§ SOURCE INFORMATION:
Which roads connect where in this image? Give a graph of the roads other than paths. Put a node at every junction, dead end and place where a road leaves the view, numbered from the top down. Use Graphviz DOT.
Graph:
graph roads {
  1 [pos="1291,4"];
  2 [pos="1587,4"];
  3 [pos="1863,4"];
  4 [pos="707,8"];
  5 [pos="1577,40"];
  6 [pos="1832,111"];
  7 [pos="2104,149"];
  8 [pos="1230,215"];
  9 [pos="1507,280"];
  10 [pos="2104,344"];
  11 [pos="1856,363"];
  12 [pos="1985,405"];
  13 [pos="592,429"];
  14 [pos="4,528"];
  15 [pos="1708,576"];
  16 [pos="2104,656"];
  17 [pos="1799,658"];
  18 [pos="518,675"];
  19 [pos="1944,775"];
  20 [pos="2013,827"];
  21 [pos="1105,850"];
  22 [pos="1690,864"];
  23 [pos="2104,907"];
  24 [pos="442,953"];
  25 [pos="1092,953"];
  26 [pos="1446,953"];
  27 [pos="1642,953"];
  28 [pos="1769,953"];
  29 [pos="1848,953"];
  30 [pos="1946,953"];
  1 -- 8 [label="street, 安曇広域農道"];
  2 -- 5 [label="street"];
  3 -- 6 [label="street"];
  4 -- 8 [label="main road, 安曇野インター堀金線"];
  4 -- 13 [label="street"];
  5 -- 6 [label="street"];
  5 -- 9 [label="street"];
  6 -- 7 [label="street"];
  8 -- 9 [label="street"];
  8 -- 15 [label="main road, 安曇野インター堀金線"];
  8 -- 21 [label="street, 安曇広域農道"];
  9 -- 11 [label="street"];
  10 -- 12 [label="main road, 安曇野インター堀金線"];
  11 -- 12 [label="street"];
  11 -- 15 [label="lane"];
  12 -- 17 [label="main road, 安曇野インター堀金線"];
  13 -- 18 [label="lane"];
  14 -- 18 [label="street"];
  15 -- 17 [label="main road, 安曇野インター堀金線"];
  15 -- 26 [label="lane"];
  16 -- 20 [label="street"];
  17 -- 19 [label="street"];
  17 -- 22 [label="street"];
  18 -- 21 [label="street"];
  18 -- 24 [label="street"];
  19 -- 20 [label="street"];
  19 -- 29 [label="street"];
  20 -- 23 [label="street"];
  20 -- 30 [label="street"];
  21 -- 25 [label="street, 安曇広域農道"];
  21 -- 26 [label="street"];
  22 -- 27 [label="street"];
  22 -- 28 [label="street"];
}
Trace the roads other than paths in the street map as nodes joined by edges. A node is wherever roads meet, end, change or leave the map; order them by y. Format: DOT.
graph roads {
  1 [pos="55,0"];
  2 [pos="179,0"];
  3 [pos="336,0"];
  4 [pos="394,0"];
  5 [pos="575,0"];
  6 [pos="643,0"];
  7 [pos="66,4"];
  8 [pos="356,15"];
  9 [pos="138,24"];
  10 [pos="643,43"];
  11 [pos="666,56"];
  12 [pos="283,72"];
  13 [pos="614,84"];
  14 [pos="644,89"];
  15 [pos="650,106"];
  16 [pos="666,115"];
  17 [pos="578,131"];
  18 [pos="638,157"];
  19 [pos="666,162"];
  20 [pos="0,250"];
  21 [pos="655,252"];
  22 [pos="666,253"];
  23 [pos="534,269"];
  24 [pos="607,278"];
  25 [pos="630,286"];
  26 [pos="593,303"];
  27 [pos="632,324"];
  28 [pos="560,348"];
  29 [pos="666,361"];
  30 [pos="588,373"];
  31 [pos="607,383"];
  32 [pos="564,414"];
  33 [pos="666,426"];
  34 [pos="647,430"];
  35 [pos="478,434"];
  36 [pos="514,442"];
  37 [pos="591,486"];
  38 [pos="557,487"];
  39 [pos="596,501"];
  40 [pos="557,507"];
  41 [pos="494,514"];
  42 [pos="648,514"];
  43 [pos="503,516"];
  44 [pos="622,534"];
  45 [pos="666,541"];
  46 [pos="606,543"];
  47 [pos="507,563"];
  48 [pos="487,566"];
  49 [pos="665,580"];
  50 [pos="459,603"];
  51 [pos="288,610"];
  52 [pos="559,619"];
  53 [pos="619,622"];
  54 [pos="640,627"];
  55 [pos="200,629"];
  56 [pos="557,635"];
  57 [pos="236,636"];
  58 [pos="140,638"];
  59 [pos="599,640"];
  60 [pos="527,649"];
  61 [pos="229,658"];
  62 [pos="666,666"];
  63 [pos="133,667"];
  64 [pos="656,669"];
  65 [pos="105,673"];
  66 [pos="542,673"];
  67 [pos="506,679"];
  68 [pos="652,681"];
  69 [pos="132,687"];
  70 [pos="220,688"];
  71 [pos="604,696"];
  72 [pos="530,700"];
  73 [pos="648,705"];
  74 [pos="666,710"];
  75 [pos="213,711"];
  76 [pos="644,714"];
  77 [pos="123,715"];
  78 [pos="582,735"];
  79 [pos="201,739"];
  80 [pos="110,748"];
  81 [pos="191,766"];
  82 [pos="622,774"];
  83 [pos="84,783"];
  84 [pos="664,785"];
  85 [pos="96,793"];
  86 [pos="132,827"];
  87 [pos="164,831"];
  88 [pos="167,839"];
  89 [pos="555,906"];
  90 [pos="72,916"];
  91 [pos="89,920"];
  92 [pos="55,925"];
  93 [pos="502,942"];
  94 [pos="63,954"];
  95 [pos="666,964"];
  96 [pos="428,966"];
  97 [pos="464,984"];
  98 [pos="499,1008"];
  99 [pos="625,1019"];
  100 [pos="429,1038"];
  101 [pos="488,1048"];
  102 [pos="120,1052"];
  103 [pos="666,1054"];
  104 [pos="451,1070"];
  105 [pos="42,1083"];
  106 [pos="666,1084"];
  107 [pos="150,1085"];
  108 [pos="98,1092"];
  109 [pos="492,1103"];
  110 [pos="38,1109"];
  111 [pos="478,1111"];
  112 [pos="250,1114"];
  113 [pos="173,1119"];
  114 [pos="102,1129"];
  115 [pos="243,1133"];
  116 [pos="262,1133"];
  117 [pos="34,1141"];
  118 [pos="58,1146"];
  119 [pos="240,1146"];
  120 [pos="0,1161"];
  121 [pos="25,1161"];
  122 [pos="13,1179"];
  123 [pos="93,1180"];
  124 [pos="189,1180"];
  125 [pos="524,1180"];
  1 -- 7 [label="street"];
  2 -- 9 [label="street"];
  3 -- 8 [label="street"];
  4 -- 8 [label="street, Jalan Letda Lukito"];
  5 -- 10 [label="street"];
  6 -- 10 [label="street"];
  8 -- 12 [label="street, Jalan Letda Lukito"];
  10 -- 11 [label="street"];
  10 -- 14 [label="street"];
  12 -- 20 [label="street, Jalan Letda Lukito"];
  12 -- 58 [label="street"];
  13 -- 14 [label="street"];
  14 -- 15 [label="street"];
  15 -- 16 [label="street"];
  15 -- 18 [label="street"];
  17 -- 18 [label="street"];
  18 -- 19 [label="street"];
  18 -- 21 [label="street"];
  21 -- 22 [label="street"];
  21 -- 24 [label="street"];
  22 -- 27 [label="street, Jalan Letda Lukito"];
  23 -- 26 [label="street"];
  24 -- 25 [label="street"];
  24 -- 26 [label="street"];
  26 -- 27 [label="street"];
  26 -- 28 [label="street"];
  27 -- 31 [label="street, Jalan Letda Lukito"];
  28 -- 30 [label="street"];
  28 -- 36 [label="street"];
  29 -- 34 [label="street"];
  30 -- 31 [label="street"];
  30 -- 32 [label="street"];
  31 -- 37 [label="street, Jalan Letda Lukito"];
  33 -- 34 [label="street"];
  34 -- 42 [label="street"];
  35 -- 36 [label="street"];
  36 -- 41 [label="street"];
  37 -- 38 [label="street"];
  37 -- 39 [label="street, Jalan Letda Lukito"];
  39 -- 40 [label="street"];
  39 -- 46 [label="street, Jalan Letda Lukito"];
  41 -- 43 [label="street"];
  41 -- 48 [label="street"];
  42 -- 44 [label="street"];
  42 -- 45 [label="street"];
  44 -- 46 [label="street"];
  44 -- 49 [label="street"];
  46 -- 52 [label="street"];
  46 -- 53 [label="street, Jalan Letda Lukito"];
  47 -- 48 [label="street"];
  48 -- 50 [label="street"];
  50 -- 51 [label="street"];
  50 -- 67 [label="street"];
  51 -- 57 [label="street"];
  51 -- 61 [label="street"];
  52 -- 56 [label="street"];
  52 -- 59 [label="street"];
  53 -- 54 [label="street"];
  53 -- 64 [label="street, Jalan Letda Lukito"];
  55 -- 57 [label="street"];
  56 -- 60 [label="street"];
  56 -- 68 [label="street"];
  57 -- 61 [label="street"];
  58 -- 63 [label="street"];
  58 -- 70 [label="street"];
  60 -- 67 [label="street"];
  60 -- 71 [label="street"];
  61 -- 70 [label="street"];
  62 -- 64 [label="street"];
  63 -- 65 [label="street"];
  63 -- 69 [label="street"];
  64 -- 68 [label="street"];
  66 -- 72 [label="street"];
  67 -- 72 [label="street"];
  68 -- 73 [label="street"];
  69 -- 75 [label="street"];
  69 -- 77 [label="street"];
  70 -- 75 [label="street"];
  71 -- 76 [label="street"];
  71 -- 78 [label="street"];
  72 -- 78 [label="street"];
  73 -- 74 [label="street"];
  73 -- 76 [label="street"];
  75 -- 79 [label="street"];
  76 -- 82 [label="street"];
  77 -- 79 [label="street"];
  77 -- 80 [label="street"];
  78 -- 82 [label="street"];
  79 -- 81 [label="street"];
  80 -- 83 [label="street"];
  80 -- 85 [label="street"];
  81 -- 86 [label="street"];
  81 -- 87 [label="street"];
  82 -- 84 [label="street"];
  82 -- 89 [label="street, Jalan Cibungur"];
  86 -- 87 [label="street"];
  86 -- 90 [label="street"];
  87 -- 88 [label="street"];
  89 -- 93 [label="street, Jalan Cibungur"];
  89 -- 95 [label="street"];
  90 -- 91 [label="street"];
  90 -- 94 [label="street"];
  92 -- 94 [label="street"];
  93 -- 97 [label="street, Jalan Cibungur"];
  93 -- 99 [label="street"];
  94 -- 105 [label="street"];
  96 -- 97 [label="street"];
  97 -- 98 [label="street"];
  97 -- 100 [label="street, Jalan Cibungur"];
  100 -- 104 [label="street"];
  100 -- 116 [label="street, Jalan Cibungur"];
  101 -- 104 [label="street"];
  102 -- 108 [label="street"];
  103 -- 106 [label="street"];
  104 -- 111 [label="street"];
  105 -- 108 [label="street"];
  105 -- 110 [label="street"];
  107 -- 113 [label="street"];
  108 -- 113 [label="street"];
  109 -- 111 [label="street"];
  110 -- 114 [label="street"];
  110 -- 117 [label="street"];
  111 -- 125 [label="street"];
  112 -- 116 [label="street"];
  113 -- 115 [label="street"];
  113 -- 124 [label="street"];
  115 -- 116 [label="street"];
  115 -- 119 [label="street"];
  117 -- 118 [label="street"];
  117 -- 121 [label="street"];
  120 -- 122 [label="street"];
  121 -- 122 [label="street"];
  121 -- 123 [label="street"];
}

§ EXERCISE PROMPT:
Where a line above holds the string "安曇広域農道", copy that line.

§ SOLVED PROBLEM:
  1 -- 8 [label="street, 安曇広域農道"];
  8 -- 21 [label="street, 安曇広域農道"];
  21 -- 25 [label="street, 安曇広域農道"];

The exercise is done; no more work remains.